= Beginning of Section =

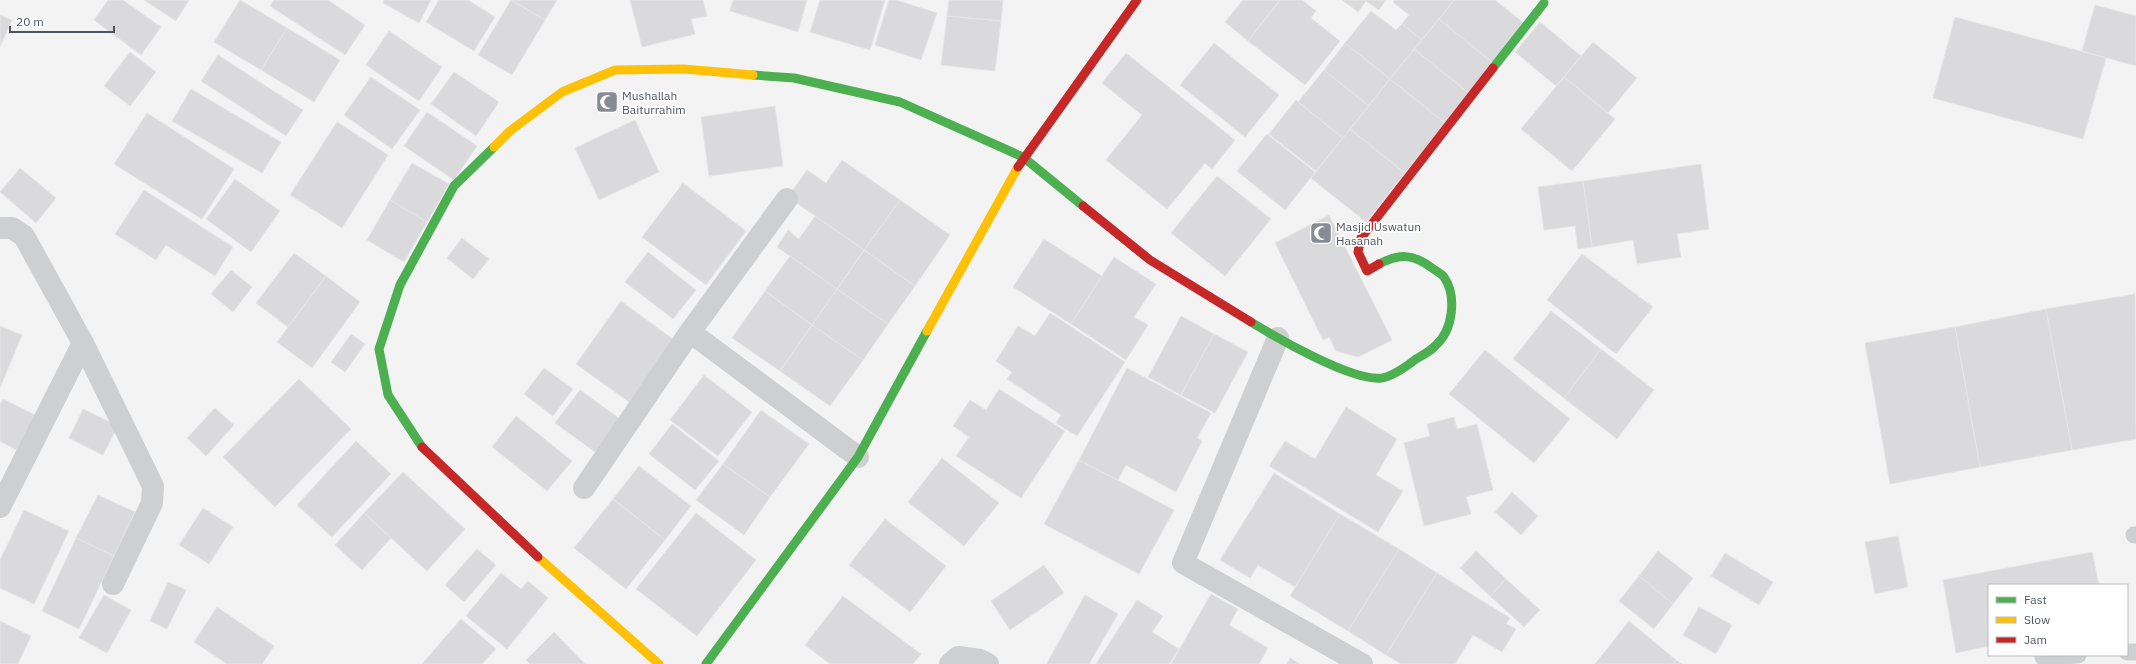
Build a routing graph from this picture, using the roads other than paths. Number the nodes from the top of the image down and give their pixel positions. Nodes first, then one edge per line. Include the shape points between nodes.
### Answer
1 (1137, 0) edge
2 (1544, 3) dead end
3 (1023, 157) junction
4 (787, 199) dead end
5 (0, 228) edge
6 (690, 332) junction
7 (1278, 338) junction
8 (84, 343) junction
9 (858, 457) junction
10 (584, 488) dead end
11 (0, 507) edge
12 (113, 584) dead end
13 (2060, 656) edge
14 (2042, 657) dead end
15 (660, 664) edge
16 (706, 664) edge
17 (950, 664) edge
18 (988, 664) edge
19 (1362, 664) edge

1 - 3 street
2 - 7 street via 1361,238 1358,252 1367,271 1393,257 1410,257 1421,260 1444,277 1452,300 1449,325 1437,346 1402,370 1382,378 1364,376 1335,366
3 - 7 street via 1150,260
3 - 9 street
3 - 15 street via 900,102 794,78 684,69 614,70 562,92 510,131 454,186 400,285 379,349 388,395 419,444 527,548
4 - 6 street
5 - 8 street via 12,228 24,236
6 - 9 street
6 - 10 street
7 - 19 street via 1183,563
8 - 11 street
8 - 12 street via 153,486 152,503
9 - 16 street
13 - 14 lane
17 - 18 street via 958,657 980,660

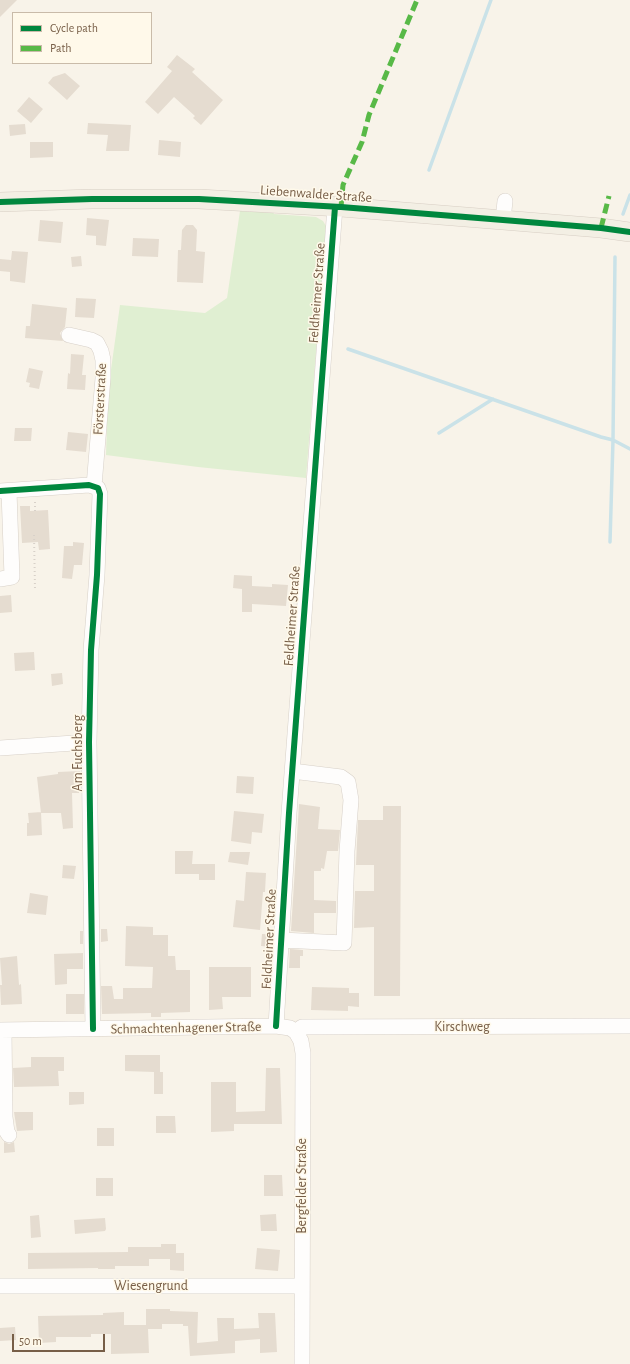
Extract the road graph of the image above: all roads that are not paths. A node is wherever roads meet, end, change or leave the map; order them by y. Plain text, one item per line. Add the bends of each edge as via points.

= End of Section =

TASK PROMPT.
Nothing but the pictures should be left out when the material above is copied.

ANSWER FOR THIS EXERCISE.
Build a routing graph from this picture, using the roads other than paths. Number the nodes from the top of the image down and give their pixel positions. Nodes first, then one edge per line. Include the shape points between nodes.
### Answer
1 (1137, 0) edge
2 (1544, 3) dead end
3 (1023, 157) junction
4 (787, 199) dead end
5 (0, 228) edge
6 (690, 332) junction
7 (1278, 338) junction
8 (84, 343) junction
9 (858, 457) junction
10 (584, 488) dead end
11 (0, 507) edge
12 (113, 584) dead end
13 (2060, 656) edge
14 (2042, 657) dead end
15 (660, 664) edge
16 (706, 664) edge
17 (950, 664) edge
18 (988, 664) edge
19 (1362, 664) edge

1 - 3 street
2 - 7 street via 1361,238 1358,252 1367,271 1393,257 1410,257 1421,260 1444,277 1452,300 1449,325 1437,346 1402,370 1382,378 1364,376 1335,366
3 - 7 street via 1150,260
3 - 9 street
3 - 15 street via 900,102 794,78 684,69 614,70 562,92 510,131 454,186 400,285 379,349 388,395 419,444 527,548
4 - 6 street
5 - 8 street via 12,228 24,236
6 - 9 street
6 - 10 street
7 - 19 street via 1183,563
8 - 11 street
8 - 12 street via 153,486 152,503
9 - 16 street
13 - 14 lane
17 - 18 street via 958,657 980,660

Extract the road graph of the image above: all roads that are not paths. A node is wherever roads meet, end, change or leave the map; order them by y. Plain text, one item per line. Add the bends of each edge as via points.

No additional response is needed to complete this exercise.